STEP 1: CHECK OUT THE DATA SET
Since I READ the codebook, not being a big hypocrite and saw that the record length is 775 and there are nearly 4 million records in the data set. Opening it up in SAS Enterprise Guide or the Explorer window didn’t seem a good plan. My first step, then , was to use a FILENAME statement to refer to the data I downloaded, data that happens to be a text file.
I just want to take a look at the first 10 records to see that it is what it claims to be in the codebook. (No, I never DO trust anyone.)
The default length for a SAS variable is 8.
I’m going to give the variable a length of 775 characters.
Notice that the INFILE statement has to refer back to the reference used in the FILENAME statement, which I very uncreatively named “in” . Naming datasets, variables and file references is not the place for creativity. I once worked with a guy who named all of his data sets and variables after cartoon characters – until all of the other programmers got together and killed him.
Dead programmers aside, pay attention to that OBS=10 unless you really want to look at 3,998,175 records. The OBS =10 option will limit the number of records read to – you guessed it – 10.
With the INPUT statement, I read in from position 1-775 in the text file.
All of this just allows me to look at the first 10 records without having to open a file of almost 4 million records.
FILENAME in “C:\Users\you\Downloads\Nat2014us\Nat2014PublicUS.c20150514.r20151022.txt ” ;
LENGTH var1 $775;
INFILE in OBS= 10 ;
INPUT var1 1-775;
STEP 2: READ IN A SUBSET OF THE DATA
Being satisfied with my first look, I went ahead to create a permanent data set. I needed a LIBNAME statement to specify where I wanted the data permanently stored.
The out in the LIBNAME and DATA statements need to match.

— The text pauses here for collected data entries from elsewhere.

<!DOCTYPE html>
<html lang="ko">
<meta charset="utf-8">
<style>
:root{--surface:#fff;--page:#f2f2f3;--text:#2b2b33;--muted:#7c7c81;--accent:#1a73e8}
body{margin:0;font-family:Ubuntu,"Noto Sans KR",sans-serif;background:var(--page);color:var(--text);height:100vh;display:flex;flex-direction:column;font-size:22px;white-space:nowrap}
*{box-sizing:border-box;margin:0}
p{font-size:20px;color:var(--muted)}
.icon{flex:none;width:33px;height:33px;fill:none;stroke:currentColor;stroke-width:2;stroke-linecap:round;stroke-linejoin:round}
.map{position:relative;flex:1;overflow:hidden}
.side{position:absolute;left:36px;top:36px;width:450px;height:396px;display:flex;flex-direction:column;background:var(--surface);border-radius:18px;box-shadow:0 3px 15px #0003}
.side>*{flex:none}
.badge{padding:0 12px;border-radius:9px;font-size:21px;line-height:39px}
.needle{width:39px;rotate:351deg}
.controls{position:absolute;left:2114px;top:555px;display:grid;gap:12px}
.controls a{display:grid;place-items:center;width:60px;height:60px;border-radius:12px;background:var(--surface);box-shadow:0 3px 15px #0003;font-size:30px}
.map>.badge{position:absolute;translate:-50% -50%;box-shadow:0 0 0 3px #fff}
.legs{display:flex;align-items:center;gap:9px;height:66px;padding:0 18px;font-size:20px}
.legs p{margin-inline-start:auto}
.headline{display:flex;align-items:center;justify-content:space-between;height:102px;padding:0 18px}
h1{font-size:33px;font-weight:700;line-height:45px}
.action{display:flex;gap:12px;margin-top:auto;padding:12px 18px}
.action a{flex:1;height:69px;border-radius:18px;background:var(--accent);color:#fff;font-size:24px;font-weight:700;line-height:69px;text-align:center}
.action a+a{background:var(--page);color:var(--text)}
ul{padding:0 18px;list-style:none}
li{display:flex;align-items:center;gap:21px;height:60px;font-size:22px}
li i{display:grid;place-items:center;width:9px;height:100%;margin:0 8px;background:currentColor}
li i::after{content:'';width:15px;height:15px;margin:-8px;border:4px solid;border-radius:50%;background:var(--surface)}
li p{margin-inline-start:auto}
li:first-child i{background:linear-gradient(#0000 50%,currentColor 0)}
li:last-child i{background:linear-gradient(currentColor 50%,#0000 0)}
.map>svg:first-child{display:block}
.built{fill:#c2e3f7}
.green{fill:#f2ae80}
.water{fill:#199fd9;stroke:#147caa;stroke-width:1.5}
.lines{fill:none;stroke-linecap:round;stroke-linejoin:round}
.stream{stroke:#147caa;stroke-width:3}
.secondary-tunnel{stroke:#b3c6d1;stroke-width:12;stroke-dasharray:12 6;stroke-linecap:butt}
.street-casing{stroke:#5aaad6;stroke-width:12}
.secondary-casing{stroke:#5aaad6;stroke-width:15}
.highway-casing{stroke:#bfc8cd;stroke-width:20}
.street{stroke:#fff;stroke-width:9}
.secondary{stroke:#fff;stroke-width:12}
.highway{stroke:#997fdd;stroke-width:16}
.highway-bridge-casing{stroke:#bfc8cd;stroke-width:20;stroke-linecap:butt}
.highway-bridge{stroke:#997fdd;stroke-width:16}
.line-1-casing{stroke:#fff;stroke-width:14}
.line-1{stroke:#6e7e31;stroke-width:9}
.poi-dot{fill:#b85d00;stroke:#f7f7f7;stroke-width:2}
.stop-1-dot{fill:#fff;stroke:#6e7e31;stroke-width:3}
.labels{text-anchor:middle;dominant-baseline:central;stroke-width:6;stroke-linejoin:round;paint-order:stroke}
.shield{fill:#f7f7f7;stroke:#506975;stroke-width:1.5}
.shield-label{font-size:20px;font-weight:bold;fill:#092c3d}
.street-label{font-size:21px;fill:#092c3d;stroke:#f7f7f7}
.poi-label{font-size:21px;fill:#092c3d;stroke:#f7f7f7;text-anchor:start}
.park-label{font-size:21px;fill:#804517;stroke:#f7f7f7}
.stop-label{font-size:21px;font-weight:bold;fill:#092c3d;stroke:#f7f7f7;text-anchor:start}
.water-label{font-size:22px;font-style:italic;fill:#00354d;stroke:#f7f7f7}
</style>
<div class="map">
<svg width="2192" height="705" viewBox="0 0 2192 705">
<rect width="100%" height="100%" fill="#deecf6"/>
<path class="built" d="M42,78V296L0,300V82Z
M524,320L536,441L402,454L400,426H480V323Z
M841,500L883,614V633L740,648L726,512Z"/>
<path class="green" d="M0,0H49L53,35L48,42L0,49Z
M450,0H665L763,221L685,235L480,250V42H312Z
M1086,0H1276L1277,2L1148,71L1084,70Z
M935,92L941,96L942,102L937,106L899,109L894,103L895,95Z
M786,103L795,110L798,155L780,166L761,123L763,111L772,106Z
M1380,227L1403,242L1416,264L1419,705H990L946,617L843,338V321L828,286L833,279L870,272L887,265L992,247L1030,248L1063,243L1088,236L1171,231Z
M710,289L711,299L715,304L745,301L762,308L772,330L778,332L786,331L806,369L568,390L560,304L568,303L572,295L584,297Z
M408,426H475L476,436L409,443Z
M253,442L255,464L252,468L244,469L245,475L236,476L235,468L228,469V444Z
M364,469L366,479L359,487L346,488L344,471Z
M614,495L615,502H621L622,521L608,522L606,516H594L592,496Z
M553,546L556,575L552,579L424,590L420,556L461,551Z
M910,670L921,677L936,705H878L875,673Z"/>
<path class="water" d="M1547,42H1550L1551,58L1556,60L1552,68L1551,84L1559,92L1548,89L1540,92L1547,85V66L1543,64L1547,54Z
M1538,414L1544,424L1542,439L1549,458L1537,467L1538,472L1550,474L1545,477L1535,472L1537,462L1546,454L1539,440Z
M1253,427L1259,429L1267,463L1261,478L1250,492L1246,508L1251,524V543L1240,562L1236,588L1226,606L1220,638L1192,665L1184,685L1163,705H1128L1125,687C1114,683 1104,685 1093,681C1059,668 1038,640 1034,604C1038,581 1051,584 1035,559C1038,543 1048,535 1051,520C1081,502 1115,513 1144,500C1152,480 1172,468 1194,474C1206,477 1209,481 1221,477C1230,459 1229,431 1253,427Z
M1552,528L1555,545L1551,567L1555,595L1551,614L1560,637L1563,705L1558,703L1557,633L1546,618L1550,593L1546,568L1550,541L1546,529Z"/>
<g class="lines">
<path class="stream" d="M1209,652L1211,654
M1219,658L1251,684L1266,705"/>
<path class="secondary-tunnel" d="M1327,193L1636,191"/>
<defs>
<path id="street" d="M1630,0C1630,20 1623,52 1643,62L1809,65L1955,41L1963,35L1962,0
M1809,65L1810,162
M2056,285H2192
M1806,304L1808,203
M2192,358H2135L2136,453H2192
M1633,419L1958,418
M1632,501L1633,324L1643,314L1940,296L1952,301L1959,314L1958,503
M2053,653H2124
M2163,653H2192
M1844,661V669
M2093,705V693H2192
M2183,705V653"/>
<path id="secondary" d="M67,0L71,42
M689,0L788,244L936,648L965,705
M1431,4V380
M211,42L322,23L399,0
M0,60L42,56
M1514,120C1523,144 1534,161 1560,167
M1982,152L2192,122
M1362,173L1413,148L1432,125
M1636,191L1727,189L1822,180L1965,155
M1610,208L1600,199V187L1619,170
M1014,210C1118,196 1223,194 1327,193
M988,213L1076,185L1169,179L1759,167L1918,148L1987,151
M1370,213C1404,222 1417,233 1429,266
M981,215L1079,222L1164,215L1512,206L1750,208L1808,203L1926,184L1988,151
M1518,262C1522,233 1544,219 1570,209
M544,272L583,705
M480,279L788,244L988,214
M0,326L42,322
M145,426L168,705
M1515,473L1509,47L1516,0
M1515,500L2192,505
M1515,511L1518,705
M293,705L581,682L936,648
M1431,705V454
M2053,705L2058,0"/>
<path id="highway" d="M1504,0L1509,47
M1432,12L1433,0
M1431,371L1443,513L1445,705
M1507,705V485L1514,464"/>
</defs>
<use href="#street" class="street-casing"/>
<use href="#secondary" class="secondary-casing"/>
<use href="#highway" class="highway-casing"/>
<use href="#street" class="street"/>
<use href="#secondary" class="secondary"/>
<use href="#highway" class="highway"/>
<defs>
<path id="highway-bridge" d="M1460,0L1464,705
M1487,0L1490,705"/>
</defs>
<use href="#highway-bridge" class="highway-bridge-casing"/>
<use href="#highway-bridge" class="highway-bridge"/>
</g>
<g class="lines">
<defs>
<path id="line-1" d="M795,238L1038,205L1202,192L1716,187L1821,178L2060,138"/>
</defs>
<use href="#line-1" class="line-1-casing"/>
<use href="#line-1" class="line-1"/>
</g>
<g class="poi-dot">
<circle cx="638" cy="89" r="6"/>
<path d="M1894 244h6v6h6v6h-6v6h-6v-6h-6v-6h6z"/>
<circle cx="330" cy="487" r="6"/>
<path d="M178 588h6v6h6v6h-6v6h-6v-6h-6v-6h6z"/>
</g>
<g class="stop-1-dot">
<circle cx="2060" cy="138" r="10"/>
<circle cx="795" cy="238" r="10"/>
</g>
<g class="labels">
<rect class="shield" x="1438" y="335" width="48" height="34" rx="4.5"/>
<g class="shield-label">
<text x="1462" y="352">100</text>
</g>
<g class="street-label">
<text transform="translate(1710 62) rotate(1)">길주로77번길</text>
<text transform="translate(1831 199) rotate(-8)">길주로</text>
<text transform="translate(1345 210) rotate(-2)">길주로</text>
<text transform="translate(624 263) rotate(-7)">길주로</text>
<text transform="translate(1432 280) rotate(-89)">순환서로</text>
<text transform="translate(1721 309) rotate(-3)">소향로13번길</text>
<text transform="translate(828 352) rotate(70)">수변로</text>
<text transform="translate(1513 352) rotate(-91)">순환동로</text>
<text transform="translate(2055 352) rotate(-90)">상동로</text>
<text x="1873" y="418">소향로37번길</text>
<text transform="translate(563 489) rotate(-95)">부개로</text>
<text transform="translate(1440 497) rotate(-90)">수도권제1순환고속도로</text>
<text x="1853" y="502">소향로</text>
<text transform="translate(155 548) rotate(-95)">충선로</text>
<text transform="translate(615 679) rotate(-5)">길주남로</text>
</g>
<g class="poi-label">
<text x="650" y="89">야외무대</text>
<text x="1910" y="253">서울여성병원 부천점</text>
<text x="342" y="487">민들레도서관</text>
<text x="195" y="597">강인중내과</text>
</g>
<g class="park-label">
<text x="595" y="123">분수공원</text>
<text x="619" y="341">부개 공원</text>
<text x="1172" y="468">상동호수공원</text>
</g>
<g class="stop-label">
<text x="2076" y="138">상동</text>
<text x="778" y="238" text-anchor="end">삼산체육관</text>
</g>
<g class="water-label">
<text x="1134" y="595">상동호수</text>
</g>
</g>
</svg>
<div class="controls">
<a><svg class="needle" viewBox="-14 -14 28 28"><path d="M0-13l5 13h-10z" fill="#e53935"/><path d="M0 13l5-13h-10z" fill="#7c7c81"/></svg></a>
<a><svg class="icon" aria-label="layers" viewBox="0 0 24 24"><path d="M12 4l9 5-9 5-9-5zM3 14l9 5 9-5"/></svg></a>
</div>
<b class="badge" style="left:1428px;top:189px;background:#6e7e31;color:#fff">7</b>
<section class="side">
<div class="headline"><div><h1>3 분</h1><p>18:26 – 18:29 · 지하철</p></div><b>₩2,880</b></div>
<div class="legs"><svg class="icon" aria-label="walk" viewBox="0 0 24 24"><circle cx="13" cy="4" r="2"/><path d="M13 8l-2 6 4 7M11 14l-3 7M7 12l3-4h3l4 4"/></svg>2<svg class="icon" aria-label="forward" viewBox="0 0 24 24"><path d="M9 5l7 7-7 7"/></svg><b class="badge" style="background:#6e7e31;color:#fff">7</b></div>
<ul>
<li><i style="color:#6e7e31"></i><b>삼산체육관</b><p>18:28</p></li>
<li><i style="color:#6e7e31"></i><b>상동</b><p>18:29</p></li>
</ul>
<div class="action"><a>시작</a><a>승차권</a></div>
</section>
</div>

It could be anything, it could be komodo or kangaroo, as long as it’s the same word in both places. So … my birth2014 data set will be stored in the directory specified.
How do I know what columns hold the birth year, birth month, etc. ? Why, I read the codebook (look for “record layout”).
LIBNAME out “C:\Users\me\mydir\” ;
DATA out.birth2014 ;
INFILE in OBS= 10000 ;
INPUT birthyr 9-12 bmonth 13-14 dob_tt 19-22 dob_wk 23 bfacil 32
mager 75-76 mrace6 107 mhisp_r 115 mar_p $ 119 dmar 120
meduc 124 bmi 283-286 cig1_R 262 cig2_R 263 cig3_r 264 dbwt 504-507 bwtr4 511;
STEP 3: RECODE MISSING DATA FIELDS. Think how much it would screw up your results if you did not recode 9999 for birthweight in grams, which means not that the child weighed almost 20 pounds at birth but that the birthweight was missing. In every one of the variables below, the “maximum” value was actually the flag for missing data. How did I know this? You guessed it, I read the codebook. NOTE: these statements below are included in the data step.
IF bmi > 99 THEN bmi = . ;
if cig1_r = 6 then cig1_r = . ;
if cig2_r = 6 then cig2_r = . ;
if cig3_r = 6 then cig3_r = . ;
if dbwt = 9999 then dbwt = . ;
if bwtr4 = 4 then bwtr4 = . ;
STEP 4: LABEL THE VARIABLES – Six months from now, you’ll never remember what dmar is.
NOTE: these statements below are also included in the data step.
LABEL mager = “Mom/age”
bfacil = “Birth/facility” mrace6 = “Mom/race” mhisp_r = “Mom/Hispanic”
dmar = “Marital/Status” meduc = “Mom/Educ”
cig1_r =”Smoke/Tri1″ cig2_r =”Smoke/Tri2″ cig3_r =”Smoke/Tri3″;
So, that’s it. Now I have a data set with 10,000 records and 19 variables that I can upload for my students to analyze.